Rob Konrad

No. 44
- Position: Fullback

Personal information
- Born: November 12, 1976 (age 49) Rochester, New York, U.S.
- Listed height: 6 ft 3 in (1.91 m)
- Listed weight: 255 lb (116 kg)

Career information
- College: Syracuse
- NFL draft: 1999: 2nd round, 43rd overall pick

Career history
- Miami Dolphins (1999–2004); Oakland Raiders (2005)*;
- * Offseason and/or practice squad member only

Awards and highlights
- Syracuse Orange No. 44 retired;

Career NFL statistics
- Rushing yards: 114
- Rushing average: 3
- Rushing touchdowns: 1
- Receptions: 111
- Receiving yards: 854
- Receiving touchdowns: 6
- Stats at Pro Football Reference

= Rob Konrad =

American football player (born 1976)

Robert Konrad (born November 12, 1976) is an American financial advisor and former football player who was a fullback for the Miami Dolphins of the National Football League (NFL).

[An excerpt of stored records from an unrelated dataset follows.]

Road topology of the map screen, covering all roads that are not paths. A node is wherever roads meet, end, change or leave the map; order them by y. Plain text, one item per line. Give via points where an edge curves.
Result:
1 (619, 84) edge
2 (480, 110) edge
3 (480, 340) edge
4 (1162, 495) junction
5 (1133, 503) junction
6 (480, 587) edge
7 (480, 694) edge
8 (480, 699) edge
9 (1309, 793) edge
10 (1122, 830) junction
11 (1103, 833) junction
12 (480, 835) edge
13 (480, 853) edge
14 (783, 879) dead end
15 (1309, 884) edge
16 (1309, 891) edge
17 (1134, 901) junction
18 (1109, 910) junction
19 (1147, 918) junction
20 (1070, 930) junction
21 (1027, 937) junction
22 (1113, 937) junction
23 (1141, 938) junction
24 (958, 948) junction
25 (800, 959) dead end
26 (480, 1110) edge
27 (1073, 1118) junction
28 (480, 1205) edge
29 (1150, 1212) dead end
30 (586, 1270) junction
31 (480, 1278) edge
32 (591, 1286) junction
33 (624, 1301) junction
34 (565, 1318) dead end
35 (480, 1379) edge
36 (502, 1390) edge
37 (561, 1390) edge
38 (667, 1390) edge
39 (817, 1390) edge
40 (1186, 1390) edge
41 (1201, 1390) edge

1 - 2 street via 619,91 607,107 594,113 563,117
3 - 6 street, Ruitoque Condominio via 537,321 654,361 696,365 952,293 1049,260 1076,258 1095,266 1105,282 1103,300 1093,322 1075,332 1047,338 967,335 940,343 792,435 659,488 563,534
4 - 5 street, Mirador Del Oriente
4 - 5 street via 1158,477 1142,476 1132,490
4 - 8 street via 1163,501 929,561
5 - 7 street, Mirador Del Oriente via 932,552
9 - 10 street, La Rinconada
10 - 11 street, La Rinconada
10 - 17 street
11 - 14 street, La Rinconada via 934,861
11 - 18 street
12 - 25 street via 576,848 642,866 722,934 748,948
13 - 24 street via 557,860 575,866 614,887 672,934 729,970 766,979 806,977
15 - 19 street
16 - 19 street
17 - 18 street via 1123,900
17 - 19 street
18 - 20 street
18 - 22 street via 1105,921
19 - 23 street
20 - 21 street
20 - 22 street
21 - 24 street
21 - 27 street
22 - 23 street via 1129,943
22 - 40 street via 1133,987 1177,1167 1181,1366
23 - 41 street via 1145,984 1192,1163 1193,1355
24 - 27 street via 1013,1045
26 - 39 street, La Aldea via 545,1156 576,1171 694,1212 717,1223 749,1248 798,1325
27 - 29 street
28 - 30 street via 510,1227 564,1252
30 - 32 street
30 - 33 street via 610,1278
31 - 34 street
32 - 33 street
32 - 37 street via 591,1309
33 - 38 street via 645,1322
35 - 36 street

He attended Syracuse University, where he played college football for the Syracuse Orange. He was selected by the Dolphins in the second round of the 1999 NFL draft.

==Early life==
Konrad attended St. John's Preparatory School in Danvers, Massachusetts, where he played for their high school football team.

==College career==
Konrad enrolled at Syracuse University, where he played college football for the Syracuse Orange football team. He is the last Orange football player to wear the uniform number 44, as the number was retired during the 2005 season.

==Professional career==
The Miami Dolphins selected Konrad in the second round, with the 43rd overall selection, of the 1999 NFL draft. He played for the Dolphins from 1999 through 2004. He went on to play for the Oakland Raiders during the 2005 preseason, and was released before the start of the regular season.

==Post-football career==
Konrad is currently the CEO of Alterna Financial and also one of the managing directors of Alterna Equity Partners. He became a member of the Florida State Board of Administration's Investment Advisory Council in 2007.

Konrad is also founder, and non-executive chairman of Socius Family Office.

Konrad fell off of his boat while fishing alone in the Atlantic Ocean on January 7, 2015, and swam 9 mi to safety. It took him 12 hours to swim to shore.